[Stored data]
***
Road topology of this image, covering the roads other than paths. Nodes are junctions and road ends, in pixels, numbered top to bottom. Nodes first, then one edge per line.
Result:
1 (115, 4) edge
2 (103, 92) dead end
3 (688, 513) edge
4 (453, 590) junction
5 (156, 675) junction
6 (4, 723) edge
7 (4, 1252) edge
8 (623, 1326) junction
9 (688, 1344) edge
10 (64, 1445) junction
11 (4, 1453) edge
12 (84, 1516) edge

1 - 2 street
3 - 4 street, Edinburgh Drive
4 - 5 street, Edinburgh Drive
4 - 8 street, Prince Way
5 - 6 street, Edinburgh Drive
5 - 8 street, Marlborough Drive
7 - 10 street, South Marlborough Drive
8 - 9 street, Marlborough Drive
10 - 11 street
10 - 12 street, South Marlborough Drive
***
» Task details: Return the records in full. Omit nothing.

» Output for this exercise:
Road topology of this image, covering the roads other than paths. Nodes are junctions and road ends, in pixels, numbered top to bottom. Nodes first, then one edge per line.
Result:
1 (115, 4) edge
2 (103, 92) dead end
3 (688, 513) edge
4 (453, 590) junction
5 (156, 675) junction
6 (4, 723) edge
7 (4, 1252) edge
8 (623, 1326) junction
9 (688, 1344) edge
10 (64, 1445) junction
11 (4, 1453) edge
12 (84, 1516) edge

1 - 2 street
3 - 4 street, Edinburgh Drive
4 - 5 street, Edinburgh Drive
4 - 8 street, Prince Way
5 - 6 street, Edinburgh Drive
5 - 8 street, Marlborough Drive
7 - 10 street, South Marlborough Drive
8 - 9 street, Marlborough Drive
10 - 11 street
10 - 12 street, South Marlborough Drive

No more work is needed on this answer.